Witches & Seeresses

Janet Farrar and Gavin Bone
photo by Joe Dunne, © 2003

Witches & Seeresses

Janet Farrar and Gavin Bone on Returning to the Roots of Witchcraft

The magical career of Janet Farrar and Gavin Bone stretches back to the formative years of the Witchcraft revival. Together with her husband Stewart Farrar (who died in February 2000), Janet has authored groundbreaking books on Witchcraft and the Occult since 1971. Gavin Bone joined Janet and Stewart in 1993, and has worked with Janet ever since. The trio have written eleven books on Paganism, the most recent being Progressive Witchcraft (New Page, 2003).

Janet was initiated into Alexandrian Wicca by the tradition's founders, Alex and Maxine Sanders, in 1970. While in the coven she met Stewart Farrar, her future husband and coauthor. The couple started to move away from orthodox Alexandrian Wicca in the mid '70s. When Eight Sabbats for Witches was released in 1981, Janet and Stewart were accused of “giving away the secrets” by some British Traditional Witches.
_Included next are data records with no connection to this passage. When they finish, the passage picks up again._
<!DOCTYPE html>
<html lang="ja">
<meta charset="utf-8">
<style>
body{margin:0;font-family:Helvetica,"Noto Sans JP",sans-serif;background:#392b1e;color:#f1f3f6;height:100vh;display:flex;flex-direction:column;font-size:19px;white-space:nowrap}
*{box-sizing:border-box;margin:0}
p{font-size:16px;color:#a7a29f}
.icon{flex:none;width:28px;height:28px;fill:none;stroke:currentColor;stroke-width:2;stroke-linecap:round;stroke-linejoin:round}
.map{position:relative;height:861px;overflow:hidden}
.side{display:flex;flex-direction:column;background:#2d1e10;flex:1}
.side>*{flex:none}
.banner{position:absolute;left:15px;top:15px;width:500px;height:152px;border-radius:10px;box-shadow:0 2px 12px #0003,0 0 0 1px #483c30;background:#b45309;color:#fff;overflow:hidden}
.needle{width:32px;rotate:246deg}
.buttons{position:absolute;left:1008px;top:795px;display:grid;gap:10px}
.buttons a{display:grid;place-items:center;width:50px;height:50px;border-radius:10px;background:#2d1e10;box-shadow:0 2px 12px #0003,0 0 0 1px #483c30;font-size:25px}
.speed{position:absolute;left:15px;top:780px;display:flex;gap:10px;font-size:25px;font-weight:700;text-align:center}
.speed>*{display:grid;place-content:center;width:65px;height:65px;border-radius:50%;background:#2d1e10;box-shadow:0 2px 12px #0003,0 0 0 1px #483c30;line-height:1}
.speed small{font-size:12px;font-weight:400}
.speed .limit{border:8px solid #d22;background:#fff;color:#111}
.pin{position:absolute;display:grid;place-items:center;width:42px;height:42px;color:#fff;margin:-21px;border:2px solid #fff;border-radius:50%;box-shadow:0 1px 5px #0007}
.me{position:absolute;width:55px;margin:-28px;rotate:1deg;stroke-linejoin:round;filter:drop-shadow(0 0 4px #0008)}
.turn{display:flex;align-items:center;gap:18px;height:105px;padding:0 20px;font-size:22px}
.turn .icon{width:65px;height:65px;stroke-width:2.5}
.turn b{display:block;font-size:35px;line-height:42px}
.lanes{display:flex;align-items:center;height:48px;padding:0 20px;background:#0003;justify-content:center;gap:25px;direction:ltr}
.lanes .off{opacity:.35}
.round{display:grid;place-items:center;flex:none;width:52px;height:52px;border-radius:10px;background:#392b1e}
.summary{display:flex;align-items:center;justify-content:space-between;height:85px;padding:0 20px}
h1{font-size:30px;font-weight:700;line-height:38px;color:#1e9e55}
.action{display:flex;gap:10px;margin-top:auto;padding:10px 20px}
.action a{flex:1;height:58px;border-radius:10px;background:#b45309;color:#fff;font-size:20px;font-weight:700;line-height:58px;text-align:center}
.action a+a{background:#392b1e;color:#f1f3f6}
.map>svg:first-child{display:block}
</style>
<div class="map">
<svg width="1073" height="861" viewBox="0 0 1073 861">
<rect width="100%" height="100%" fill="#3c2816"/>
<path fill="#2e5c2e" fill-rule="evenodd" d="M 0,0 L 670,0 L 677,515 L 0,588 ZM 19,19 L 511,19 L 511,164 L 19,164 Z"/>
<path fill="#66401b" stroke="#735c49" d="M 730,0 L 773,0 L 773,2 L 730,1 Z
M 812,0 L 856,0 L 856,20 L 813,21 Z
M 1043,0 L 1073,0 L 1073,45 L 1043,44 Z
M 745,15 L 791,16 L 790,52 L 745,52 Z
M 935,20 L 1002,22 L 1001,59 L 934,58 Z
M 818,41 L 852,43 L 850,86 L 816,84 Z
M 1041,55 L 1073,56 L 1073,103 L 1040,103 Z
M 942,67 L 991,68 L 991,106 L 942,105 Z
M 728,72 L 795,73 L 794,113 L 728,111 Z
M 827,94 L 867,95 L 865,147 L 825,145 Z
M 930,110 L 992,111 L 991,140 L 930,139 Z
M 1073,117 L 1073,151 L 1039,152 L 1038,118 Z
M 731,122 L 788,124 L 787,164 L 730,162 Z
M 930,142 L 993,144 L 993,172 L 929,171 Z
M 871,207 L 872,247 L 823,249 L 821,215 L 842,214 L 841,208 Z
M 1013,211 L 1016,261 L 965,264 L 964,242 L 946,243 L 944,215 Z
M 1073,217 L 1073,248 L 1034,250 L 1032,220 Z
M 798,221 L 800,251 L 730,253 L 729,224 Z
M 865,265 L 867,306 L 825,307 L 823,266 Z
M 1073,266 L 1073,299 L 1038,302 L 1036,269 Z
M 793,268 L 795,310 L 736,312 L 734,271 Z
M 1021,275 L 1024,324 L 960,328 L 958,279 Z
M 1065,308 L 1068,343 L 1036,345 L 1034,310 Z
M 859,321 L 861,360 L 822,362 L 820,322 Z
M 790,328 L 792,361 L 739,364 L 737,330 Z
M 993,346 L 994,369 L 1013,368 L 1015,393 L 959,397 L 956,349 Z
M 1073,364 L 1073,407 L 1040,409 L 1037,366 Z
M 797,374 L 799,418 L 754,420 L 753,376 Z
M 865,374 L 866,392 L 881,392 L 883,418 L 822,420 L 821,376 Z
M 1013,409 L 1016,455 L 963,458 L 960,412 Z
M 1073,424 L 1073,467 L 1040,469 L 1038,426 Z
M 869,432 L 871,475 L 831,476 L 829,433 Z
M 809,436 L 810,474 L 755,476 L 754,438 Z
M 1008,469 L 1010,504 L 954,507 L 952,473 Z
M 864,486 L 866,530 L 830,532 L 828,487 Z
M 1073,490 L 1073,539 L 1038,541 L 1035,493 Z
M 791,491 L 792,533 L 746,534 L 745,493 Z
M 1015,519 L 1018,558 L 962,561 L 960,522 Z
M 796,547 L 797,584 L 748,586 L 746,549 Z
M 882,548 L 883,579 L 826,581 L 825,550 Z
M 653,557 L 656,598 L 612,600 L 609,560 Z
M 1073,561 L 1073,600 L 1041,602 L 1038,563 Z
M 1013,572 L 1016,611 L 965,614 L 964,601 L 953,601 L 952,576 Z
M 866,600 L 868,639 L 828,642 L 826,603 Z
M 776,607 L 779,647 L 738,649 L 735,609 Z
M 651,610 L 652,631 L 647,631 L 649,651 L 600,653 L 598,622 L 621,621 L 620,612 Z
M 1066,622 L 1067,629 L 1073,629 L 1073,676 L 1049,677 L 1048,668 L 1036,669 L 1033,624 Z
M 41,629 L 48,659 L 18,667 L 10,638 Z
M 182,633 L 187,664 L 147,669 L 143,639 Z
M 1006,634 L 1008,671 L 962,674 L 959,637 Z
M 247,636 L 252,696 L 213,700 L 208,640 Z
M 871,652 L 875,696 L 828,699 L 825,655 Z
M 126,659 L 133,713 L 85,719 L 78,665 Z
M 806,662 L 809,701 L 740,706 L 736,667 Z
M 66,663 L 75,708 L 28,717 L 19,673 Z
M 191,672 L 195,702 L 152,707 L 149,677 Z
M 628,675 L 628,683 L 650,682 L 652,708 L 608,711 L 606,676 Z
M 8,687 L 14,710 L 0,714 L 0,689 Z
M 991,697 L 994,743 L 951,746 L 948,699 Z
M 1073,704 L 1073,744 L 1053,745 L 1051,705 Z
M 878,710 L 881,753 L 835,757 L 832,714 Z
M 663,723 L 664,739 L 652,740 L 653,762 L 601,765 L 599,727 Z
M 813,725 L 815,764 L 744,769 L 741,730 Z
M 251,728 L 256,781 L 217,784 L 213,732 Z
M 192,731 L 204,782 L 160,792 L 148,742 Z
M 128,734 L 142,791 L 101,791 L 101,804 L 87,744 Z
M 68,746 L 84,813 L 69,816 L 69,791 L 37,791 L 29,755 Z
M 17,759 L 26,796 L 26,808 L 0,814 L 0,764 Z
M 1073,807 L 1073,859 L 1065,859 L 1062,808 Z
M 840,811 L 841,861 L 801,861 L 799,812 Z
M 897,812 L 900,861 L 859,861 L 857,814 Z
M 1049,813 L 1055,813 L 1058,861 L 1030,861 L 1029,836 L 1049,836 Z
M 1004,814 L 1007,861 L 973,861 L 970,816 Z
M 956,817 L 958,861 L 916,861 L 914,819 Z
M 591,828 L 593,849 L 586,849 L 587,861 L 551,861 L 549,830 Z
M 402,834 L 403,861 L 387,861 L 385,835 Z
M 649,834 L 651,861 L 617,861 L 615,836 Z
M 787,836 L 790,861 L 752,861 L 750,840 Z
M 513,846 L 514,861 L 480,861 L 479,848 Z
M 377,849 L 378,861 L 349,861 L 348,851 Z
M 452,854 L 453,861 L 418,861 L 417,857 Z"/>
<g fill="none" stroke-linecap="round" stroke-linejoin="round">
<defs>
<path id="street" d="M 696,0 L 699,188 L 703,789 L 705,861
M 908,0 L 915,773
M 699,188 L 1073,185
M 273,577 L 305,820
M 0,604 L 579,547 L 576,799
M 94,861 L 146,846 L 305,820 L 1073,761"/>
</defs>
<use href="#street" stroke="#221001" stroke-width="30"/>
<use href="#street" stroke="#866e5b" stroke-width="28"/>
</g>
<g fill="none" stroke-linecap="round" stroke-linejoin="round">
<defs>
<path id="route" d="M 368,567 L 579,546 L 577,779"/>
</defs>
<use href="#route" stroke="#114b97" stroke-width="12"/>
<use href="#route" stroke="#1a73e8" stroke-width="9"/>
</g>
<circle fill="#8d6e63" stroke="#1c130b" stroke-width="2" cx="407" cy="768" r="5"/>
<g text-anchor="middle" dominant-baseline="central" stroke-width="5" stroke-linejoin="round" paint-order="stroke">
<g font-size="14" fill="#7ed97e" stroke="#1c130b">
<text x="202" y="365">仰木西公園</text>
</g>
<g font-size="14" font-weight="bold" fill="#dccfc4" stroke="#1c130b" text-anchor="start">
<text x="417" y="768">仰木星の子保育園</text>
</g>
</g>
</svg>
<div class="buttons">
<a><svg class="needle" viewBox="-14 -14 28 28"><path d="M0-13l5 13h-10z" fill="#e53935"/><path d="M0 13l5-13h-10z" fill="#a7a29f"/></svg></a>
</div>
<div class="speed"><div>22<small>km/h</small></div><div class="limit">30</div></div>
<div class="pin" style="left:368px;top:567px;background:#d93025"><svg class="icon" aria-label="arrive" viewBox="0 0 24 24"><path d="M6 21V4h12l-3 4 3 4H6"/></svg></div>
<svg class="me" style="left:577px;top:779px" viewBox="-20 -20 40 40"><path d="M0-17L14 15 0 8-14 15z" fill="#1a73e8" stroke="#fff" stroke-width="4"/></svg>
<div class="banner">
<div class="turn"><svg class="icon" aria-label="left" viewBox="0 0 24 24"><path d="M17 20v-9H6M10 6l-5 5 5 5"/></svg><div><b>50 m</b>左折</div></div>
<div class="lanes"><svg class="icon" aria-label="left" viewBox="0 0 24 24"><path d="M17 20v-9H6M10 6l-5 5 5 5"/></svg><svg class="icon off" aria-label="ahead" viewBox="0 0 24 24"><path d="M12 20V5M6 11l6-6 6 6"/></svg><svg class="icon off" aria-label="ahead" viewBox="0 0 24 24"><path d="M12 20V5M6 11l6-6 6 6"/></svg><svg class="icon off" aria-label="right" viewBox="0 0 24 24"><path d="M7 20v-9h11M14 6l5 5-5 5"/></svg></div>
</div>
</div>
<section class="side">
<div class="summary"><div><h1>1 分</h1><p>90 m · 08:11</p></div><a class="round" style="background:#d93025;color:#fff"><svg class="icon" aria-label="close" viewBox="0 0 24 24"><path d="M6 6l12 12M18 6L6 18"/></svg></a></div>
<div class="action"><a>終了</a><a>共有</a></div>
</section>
Their new mode of working (which they term Progressive Witchcraft and which they point out is not a “tradition") differs from British Traditional Wicca in several important ways, including embracing polytheism and placing emphasis on personal connection with deity rather than on ritual.
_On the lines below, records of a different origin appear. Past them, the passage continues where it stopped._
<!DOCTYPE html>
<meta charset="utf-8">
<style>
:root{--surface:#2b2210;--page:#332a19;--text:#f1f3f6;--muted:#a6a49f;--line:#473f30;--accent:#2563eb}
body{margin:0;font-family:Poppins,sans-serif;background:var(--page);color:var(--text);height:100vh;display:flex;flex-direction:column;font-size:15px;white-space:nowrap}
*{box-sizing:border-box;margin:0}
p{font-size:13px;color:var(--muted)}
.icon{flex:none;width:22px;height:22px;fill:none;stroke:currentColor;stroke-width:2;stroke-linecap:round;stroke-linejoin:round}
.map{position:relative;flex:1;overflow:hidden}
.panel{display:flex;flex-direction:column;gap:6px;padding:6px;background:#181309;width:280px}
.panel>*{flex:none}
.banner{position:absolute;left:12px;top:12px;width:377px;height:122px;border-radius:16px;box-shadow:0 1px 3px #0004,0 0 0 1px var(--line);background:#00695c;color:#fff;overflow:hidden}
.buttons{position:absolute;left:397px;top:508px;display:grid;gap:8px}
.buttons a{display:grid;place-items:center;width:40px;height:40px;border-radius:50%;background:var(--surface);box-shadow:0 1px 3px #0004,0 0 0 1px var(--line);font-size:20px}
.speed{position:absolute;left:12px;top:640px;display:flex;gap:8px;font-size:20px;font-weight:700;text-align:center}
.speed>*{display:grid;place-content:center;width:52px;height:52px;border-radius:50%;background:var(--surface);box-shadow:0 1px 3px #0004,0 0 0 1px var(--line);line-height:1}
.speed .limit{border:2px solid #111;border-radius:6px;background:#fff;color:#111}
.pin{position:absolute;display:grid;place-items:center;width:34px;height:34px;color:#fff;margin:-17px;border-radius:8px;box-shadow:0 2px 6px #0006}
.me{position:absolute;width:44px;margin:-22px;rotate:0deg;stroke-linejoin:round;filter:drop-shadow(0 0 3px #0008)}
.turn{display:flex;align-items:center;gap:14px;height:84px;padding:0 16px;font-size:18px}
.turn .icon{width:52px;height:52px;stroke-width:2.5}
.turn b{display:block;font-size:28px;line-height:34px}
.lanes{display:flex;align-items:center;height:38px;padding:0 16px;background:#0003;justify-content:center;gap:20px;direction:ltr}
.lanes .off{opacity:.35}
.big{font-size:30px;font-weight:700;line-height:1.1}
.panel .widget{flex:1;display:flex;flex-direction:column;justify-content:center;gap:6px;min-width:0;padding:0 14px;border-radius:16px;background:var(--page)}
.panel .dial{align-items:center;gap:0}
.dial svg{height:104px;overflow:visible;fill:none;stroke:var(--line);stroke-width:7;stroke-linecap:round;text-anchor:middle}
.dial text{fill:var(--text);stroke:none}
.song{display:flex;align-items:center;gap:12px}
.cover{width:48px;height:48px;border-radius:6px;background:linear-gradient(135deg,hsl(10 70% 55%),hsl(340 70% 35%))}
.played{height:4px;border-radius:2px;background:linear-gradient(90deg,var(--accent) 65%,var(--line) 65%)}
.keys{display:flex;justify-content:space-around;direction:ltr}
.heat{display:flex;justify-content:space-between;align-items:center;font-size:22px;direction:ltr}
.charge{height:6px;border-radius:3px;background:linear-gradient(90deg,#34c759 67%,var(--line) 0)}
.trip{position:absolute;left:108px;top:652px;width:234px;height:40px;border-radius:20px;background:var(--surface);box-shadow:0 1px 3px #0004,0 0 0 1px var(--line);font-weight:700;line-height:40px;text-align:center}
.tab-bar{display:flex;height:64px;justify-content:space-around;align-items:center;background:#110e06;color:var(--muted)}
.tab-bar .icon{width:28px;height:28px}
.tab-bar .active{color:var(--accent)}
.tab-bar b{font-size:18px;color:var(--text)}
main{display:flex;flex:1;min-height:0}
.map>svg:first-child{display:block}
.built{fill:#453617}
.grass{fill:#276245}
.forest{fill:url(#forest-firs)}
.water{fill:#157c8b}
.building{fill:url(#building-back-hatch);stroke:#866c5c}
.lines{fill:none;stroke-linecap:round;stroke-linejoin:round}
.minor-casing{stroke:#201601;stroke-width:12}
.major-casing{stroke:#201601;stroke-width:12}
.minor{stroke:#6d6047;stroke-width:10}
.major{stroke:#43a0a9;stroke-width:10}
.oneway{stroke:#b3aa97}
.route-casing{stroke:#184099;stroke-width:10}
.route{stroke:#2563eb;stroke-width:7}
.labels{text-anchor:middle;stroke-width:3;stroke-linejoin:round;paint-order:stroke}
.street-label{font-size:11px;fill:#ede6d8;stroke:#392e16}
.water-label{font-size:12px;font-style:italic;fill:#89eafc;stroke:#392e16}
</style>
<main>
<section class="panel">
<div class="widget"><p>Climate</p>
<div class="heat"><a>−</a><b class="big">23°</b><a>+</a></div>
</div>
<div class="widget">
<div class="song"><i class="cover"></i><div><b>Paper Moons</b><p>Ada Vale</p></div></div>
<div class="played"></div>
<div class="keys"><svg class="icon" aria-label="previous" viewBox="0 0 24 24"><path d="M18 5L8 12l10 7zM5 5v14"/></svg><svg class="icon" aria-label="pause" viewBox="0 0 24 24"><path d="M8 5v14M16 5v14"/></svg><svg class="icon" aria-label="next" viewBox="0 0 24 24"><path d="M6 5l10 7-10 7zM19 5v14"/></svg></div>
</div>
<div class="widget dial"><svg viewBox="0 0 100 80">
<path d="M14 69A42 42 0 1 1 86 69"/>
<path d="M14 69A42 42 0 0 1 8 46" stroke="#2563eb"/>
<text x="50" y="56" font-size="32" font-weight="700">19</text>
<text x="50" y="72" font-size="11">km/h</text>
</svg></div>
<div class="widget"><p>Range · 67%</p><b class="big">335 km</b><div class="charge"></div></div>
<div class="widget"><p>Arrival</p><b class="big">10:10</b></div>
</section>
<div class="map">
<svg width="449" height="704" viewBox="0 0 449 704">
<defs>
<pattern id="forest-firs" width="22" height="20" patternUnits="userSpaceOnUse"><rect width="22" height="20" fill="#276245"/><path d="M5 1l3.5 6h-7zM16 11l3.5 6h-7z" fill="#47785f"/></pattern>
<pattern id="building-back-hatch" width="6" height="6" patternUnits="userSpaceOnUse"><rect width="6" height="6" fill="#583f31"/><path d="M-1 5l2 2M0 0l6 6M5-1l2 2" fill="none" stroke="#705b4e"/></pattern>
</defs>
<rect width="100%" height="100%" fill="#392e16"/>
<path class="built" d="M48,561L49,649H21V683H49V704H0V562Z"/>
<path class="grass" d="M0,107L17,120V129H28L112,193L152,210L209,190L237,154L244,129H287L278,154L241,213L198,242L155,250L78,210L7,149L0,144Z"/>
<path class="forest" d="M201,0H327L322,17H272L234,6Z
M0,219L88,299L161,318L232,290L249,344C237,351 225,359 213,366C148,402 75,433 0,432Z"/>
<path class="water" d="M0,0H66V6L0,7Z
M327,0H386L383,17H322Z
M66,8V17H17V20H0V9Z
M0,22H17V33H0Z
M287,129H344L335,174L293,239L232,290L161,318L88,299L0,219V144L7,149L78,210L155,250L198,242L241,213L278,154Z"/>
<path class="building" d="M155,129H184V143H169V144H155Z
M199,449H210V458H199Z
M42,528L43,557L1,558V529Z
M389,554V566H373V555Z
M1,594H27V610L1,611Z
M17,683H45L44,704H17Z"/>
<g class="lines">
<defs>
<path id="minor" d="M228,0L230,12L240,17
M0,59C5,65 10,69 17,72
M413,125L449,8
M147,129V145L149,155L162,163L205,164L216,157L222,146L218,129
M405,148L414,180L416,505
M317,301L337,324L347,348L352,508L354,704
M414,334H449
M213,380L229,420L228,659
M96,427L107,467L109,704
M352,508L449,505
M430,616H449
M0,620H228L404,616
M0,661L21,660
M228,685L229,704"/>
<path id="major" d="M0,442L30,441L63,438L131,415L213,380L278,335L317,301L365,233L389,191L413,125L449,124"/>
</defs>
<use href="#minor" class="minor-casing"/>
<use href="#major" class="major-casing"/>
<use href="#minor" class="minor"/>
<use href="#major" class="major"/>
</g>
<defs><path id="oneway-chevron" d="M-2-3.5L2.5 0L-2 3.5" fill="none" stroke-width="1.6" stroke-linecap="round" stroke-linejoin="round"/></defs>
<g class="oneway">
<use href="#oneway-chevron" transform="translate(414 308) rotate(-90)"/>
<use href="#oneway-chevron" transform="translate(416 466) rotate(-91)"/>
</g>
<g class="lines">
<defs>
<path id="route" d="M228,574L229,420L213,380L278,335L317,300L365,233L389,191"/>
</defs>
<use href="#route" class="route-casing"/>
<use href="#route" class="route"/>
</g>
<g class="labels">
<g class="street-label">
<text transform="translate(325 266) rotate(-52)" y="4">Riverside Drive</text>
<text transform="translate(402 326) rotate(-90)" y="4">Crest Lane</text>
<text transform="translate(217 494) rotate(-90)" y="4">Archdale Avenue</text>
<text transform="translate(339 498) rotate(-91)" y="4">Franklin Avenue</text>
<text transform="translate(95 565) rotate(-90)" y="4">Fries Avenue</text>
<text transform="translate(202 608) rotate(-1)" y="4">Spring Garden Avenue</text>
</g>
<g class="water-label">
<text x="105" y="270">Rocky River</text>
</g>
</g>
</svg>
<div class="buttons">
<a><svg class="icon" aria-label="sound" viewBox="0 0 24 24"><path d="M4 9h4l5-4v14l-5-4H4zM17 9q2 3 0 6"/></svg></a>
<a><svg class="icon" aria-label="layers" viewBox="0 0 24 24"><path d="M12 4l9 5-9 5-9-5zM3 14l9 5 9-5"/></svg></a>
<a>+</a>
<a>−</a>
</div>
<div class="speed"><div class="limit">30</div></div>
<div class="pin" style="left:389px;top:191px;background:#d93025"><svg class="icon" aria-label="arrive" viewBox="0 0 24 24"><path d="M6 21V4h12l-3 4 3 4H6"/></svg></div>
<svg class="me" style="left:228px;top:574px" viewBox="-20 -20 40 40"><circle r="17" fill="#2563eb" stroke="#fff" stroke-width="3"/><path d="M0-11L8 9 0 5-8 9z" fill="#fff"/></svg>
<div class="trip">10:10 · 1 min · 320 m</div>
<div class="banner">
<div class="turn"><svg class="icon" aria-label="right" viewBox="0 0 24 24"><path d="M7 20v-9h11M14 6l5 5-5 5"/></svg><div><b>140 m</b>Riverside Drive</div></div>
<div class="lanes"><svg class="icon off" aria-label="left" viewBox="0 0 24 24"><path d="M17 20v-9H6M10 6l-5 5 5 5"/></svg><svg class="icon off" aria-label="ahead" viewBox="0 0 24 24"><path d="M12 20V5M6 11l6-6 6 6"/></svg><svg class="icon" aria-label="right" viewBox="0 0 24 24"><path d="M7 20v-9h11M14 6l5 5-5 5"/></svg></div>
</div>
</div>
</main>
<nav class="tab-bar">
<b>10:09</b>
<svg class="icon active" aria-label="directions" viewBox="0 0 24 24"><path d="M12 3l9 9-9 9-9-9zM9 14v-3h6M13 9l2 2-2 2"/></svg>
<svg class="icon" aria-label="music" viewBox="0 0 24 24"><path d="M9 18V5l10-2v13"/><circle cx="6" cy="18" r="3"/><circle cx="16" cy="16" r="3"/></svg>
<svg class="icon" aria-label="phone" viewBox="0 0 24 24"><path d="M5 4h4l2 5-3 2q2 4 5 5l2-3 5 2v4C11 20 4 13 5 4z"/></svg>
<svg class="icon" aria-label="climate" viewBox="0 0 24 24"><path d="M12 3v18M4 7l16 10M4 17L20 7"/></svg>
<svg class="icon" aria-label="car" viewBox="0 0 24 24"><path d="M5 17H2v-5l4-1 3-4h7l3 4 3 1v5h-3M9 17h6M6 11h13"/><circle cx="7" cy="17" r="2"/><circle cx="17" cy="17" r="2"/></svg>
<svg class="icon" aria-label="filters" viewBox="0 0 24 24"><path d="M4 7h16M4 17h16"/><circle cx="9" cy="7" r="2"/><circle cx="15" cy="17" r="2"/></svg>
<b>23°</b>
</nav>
Janet and Gavin are active members in The Aquarian Tabernacle Church and have links with several covens in North America, Oceania, and the EU. Their current work focuses on Spiritism and Trace Prophesy, and they travel widely, offering workshops on various occult topics. They also teach online through the College of the Sacred Mists.

 

Michael Night Sky What are your thoughts on the origins of the Witch and Witchcraft?

J&G From a historical viewpoint, the witch has been with us from the moment we looked up at the sky and wondered about our place in the universe. All ancient magic was really about survival and communing with the spirits of nature, be it to fend off the “evil” forces which caused disease, or to communicate with and request the assistance of the spirits of animals to help in a successful hunt.

Modern witchcraft — commonly known as Wicca — has become an amalgam of diverse practices, including European shamanism, professional priest/esshood, and Ceremonial Magick. We feel it is time to “get back to our roots” which is what our main work is today.